** Records supplied follows **

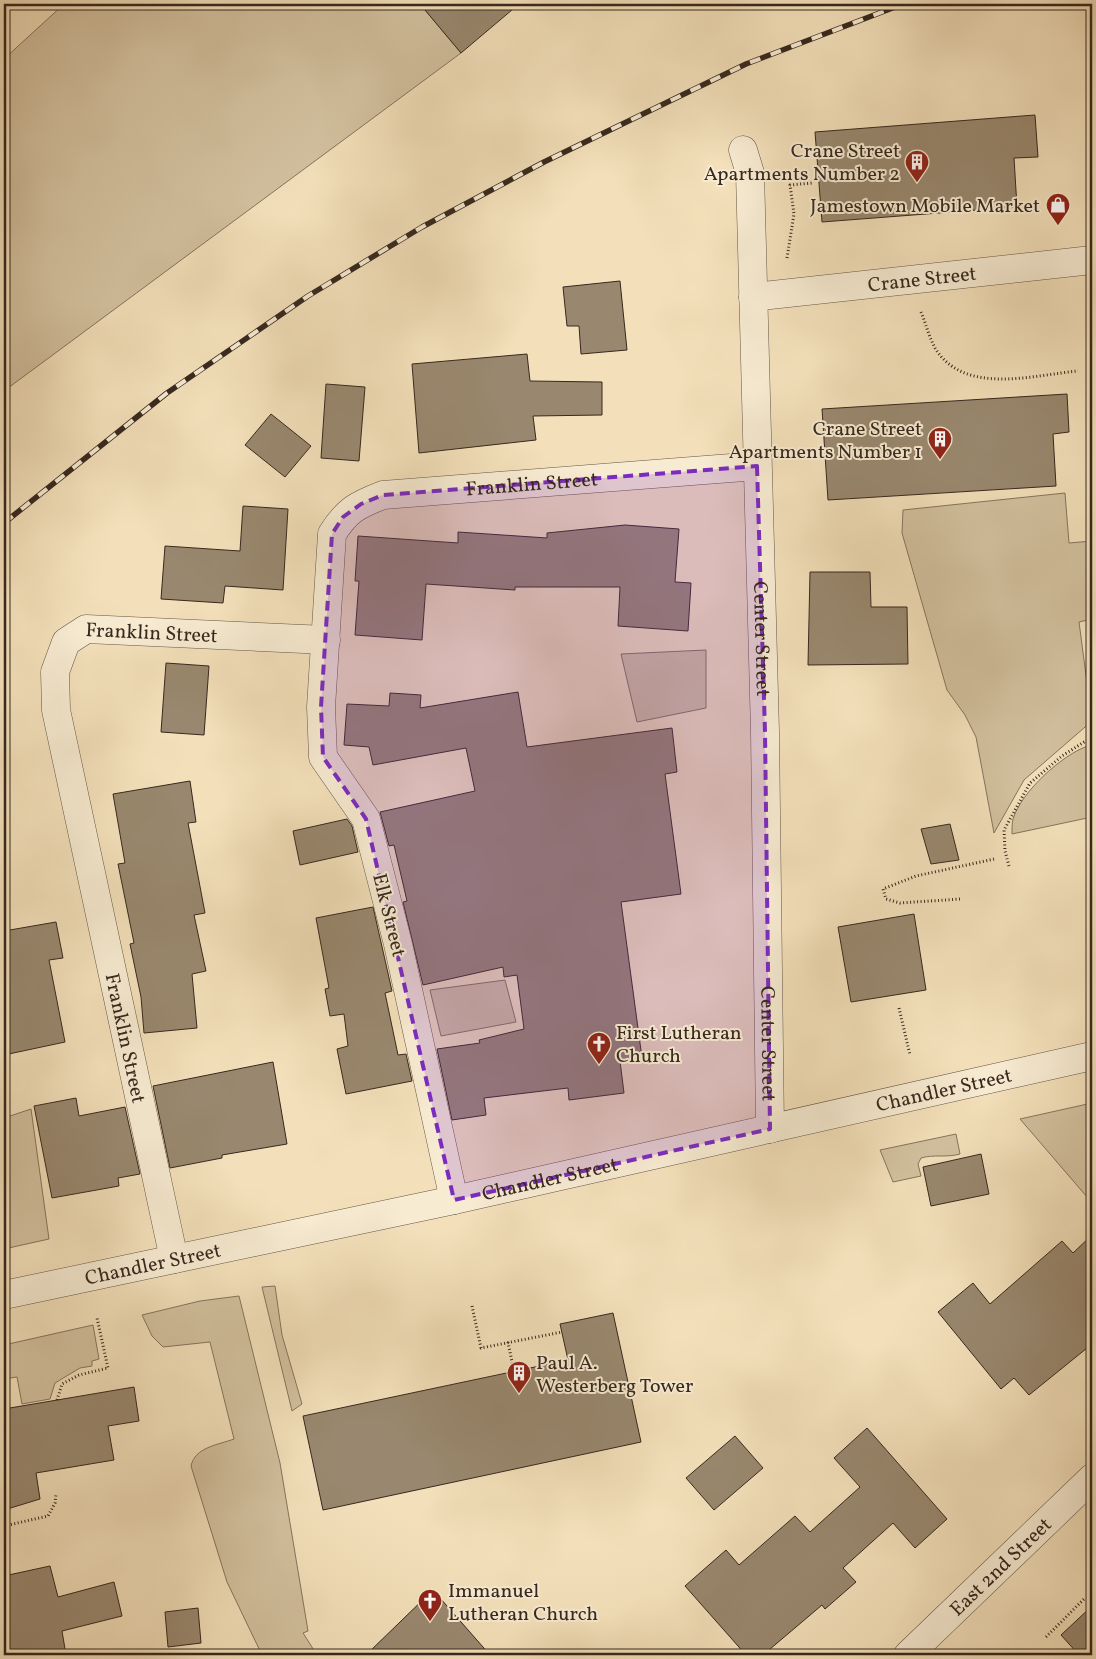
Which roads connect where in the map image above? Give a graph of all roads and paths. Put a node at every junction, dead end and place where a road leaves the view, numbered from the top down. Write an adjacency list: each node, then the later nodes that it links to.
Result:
1 (743, 150): 5 (street, Center Street)
2 (813, 183): 3 (path)
3 (787, 258)
4 (1092, 260): 5 (street, Crane Street)
5 (753, 297): 8 (street, Center Street)
6 (921, 312): 7 (path)
7 (1078, 371)
8 (757, 466): 9 (street, Franklin Street); 17 (street, Center Street)
9 (326, 640): 18 (street, Elk Street); 19 (street, Franklin Street)
10 (1092, 737): 12 (path)
11 (994, 859): 13 (path)
12 (1009, 866)
13 (960, 899)
14 (899, 1008): 15 (path)
15 (910, 1055)
16 (1092, 1056): 17 (street, Chandler Street)
17 (770, 1129): 18 (street, Chandler Street)
18 (454, 1200): 19 (street, Chandler Street)
19 (174, 1259): 20 (street, Chandler Street)
20 (4, 1295)
21 (472, 1306): 24 (path)
22 (97, 1318): 26 (path)
23 (562, 1332): 24 (path)
24 (508, 1342): 25 (path)
25 (514, 1372)
26 (57, 1400)
27 (1092, 1478): 32 (street, East 2nd Street)
28 (56, 1495): 29 (path)
29 (4, 1526)
30 (1085, 1598): 31 (path)
31 (1046, 1637)
32 (923, 1646): 35 (street, East 2nd Street)
33 (338, 1652): 34 (path)
34 (341, 1655)
35 (908, 1655)

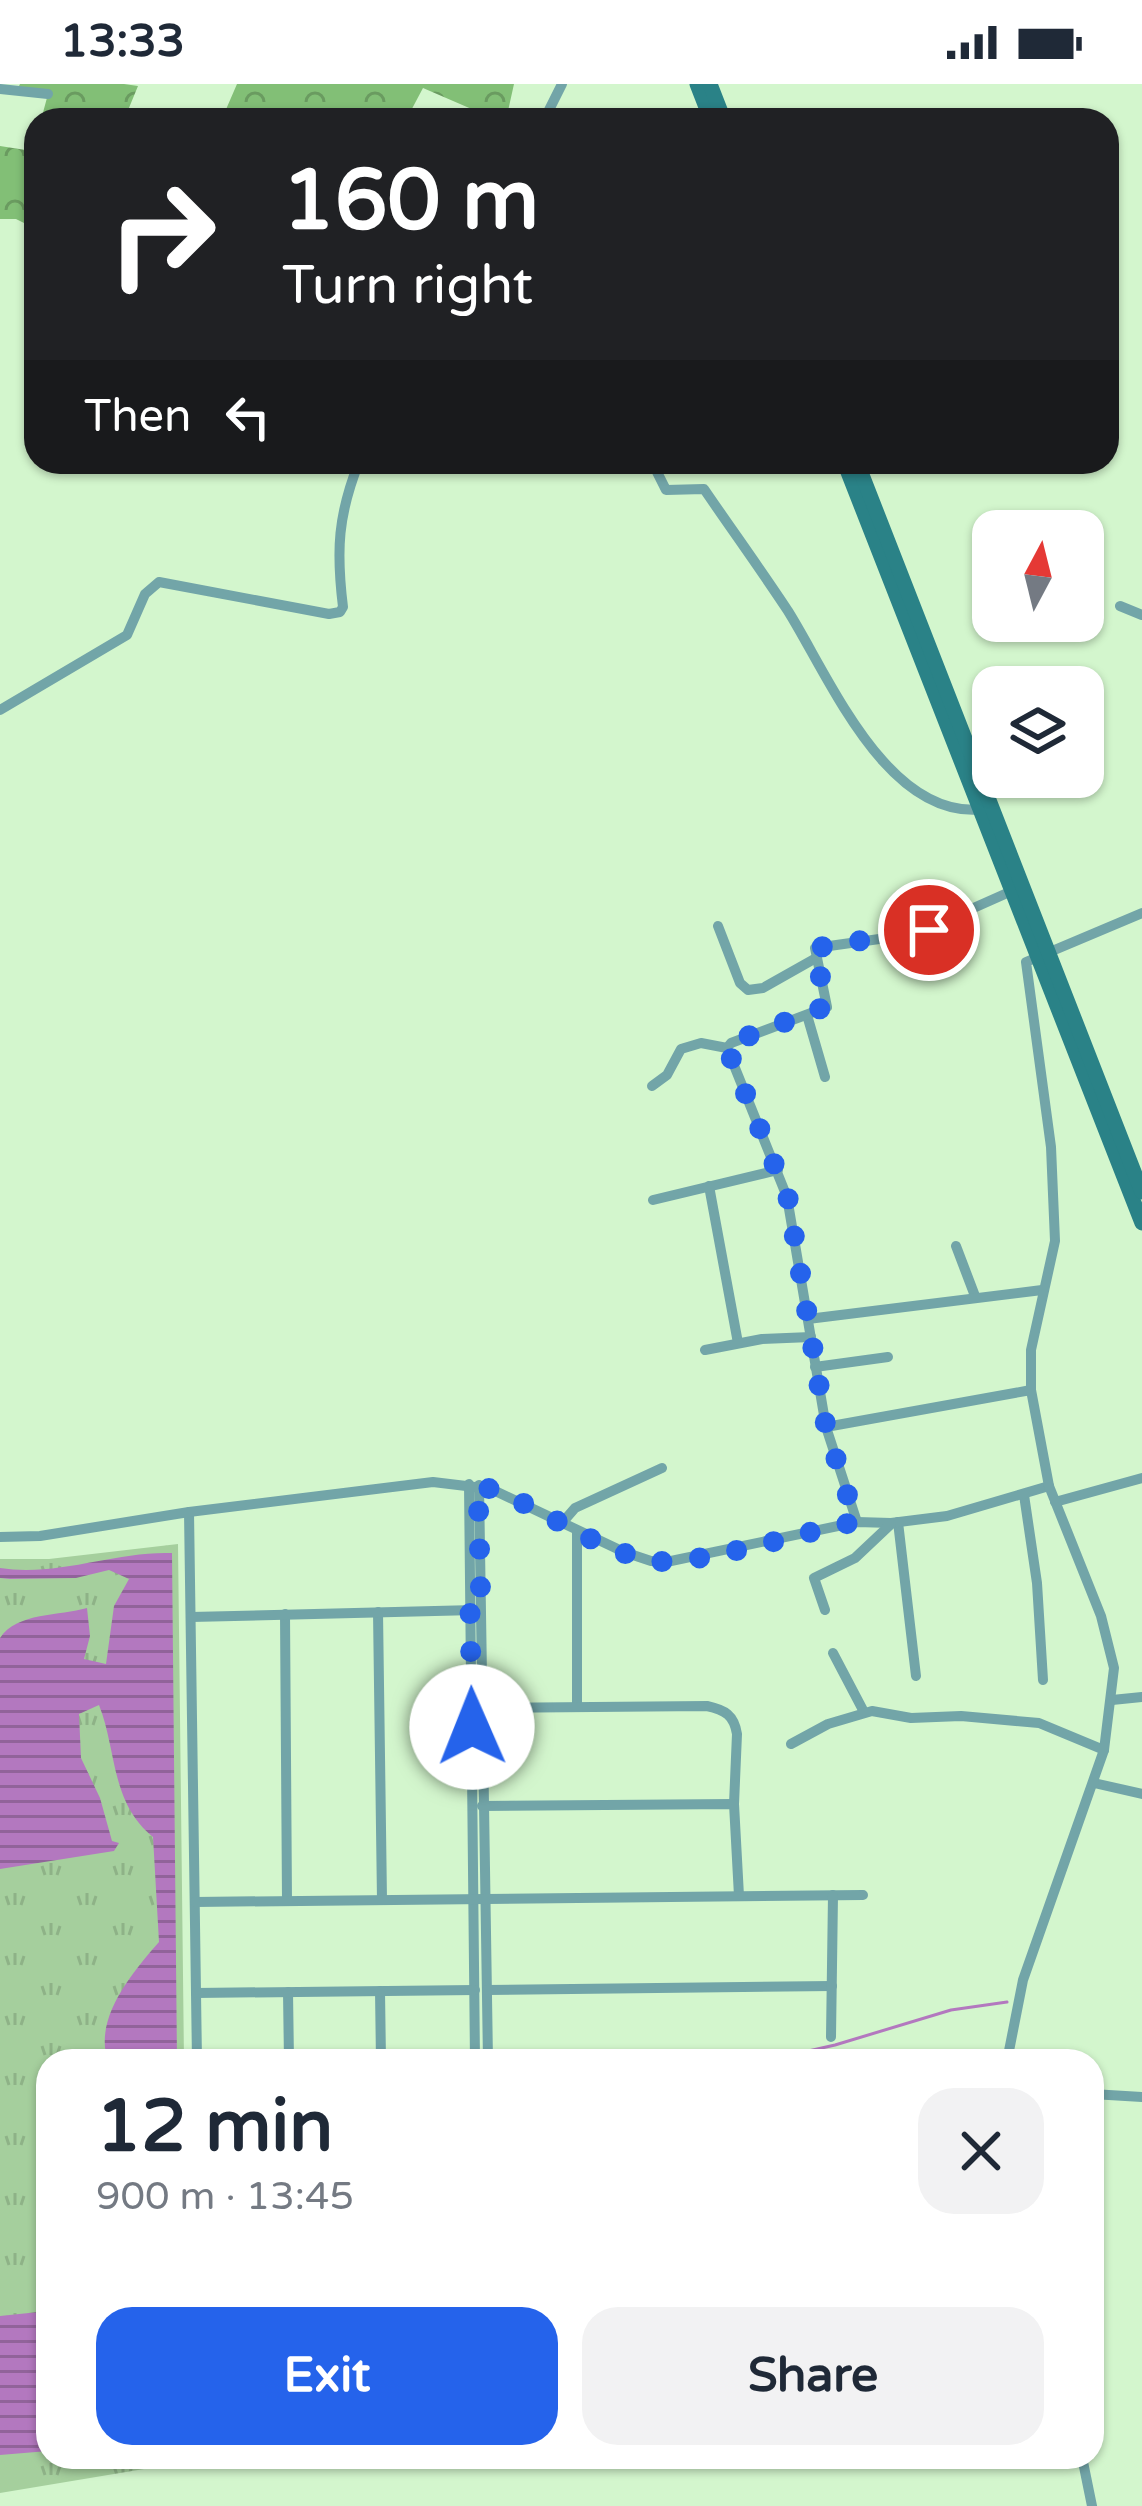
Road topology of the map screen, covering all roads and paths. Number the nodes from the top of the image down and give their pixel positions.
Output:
1 (0, 89) edge
2 (48, 94) dead end
3 (354, 474) edge
4 (658, 474) edge
5 (849, 474) edge
6 (861, 474) edge
7 (1120, 606) dead end
8 (1142, 615) edge
9 (0, 710) edge
10 (986, 808) junction
11 (1016, 888) junction
12 (1142, 913) edge
13 (718, 926) dead end
14 (1042, 954) junction
15 (816, 958) junction
16 (807, 1015) junction
17 (727, 1048) junction
18 (825, 1077) dead end
19 (652, 1086) dead end
20 (778, 1170) junction
21 (709, 1186) junction
22 (1142, 1192) edge
23 (653, 1200) dead end
24 (1142, 1223) edge
25 (956, 1246) dead end
26 (1042, 1290) junction
27 (974, 1296) junction
28 (808, 1319) junction
29 (811, 1337) junction
30 (738, 1342) junction
31 (705, 1350) dead end
32 (888, 1357) dead end
33 (815, 1366) junction
34 (1031, 1390) junction
35 (826, 1427) junction
36 (662, 1468) dead end
37 (1142, 1478) edge
38 (474, 1484) junction
39 (1049, 1486) junction
40 (1024, 1496) junction
41 (1054, 1502) junction
42 (189, 1511) junction
43 (856, 1522) junction
44 (562, 1523) junction
45 (895, 1523) junction
46 (577, 1532) junction
47 (0, 1537) edge
48 (476, 1610) junction
49 (825, 1610) dead end
50 (378, 1612) junction
51 (285, 1615) junction
52 (190, 1617) junction
53 (833, 1653) dead end
54 (916, 1676) dead end
55 (1043, 1680) dead end
56 (1142, 1697) edge
57 (1112, 1700) junction
58 (577, 1707) junction
59 (483, 1708) junction
60 (864, 1712) junction
61 (791, 1744) dead end
62 (1104, 1750) junction
63 (1094, 1783) junction
64 (1142, 1794) edge
65 (734, 1804) junction
66 (478, 1806) junction
67 (832, 1895) junction
68 (863, 1895) dead end
69 (739, 1896) junction
70 (480, 1899) junction
71 (382, 1900) junction
72 (287, 1901) junction
73 (195, 1902) junction
74 (832, 1986) junction
75 (481, 1990) junction
76 (380, 1991) junction
77 (288, 1992) junction
78 (196, 1993) junction
79 (831, 2037) dead end
80 (197, 2049) edge
81 (289, 2049) edge
82 (381, 2049) edge
83 (476, 2049) edge
84 (487, 2049) edge
85 (1009, 2049) edge
86 (1104, 2095) edge
87 (1142, 2097) edge
88 (1084, 2469) edge
89 (1092, 2506) edge

1 - 2 street
3 - 9 street
4 - 10 street
5 - 10 main road
6 - 10 main road
7 - 8 street
10 - 11 main road
11 - 14 main road
11 - 15 street
12 - 14 street
13 - 15 street
14 - 22 main road
14 - 24 main road
14 - 26 street
15 - 16 street
16 - 17 street
16 - 18 street
17 - 19 street
17 - 20 street
20 - 21 street
20 - 28 street
21 - 23 street
21 - 30 street
25 - 27 street
26 - 27 street
26 - 34 street
27 - 28 street
28 - 29 street
29 - 30 street
29 - 33 street
30 - 31 street
32 - 33 street
33 - 35 street
34 - 35 street
34 - 39 street
35 - 43 street
36 - 44 street
37 - 41 street
38 - 42 street
38 - 44 street
38 - 48 street
39 - 40 street
39 - 41 street
40 - 45 street
40 - 55 street
41 - 57 street
42 - 47 street
42 - 52 street
43 - 45 street
43 - 46 street
44 - 46 street
45 - 49 street
45 - 54 street
46 - 58 street
48 - 50 street
48 - 59 street
48 - 66 street
50 - 51 street
50 - 71 street
51 - 52 street
51 - 72 street
52 - 73 street
53 - 60 street
56 - 57 street
57 - 62 street
58 - 59 street
58 - 65 street
59 - 66 street
60 - 61 street
60 - 62 street
62 - 63 street
63 - 64 street
63 - 85 street
65 - 66 street
65 - 69 street
66 - 70 street
67 - 68 street
67 - 69 street
67 - 74 street
69 - 70 street
70 - 71 street
70 - 75 street
71 - 72 street
72 - 73 street
73 - 78 street
74 - 75 street
74 - 79 street
75 - 76 street
75 - 83 street
75 - 84 street
76 - 77 street
76 - 82 street
77 - 78 street
77 - 81 street
78 - 80 street
86 - 87 street
88 - 89 street

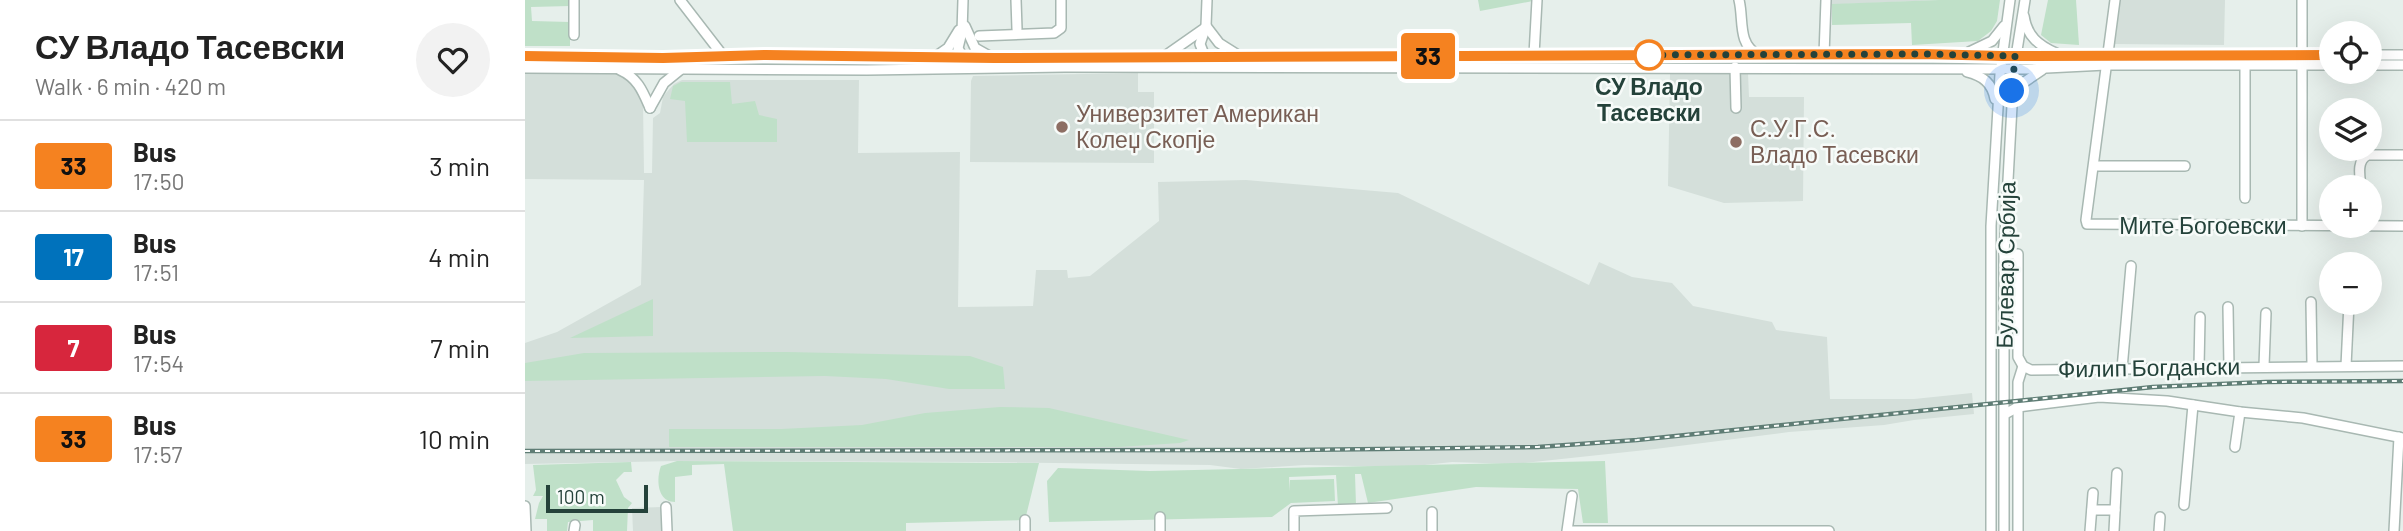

** End of Records supplied **

▶ Activity: Where does "nodes" appear in the records above? Copy each line that holds it.

▶ Answer box:
Which roads connect where in the map image above? Give a graph of all roads and paths. Put a node at every junction, dead end and place where a road leaves the view, numbered from the top down. Write an adjacency list: each node, then the later nodes that it links to.
Road topology of the map screen, covering all roads and paths. Number the nodes from the top of the image down and give their pixel positions.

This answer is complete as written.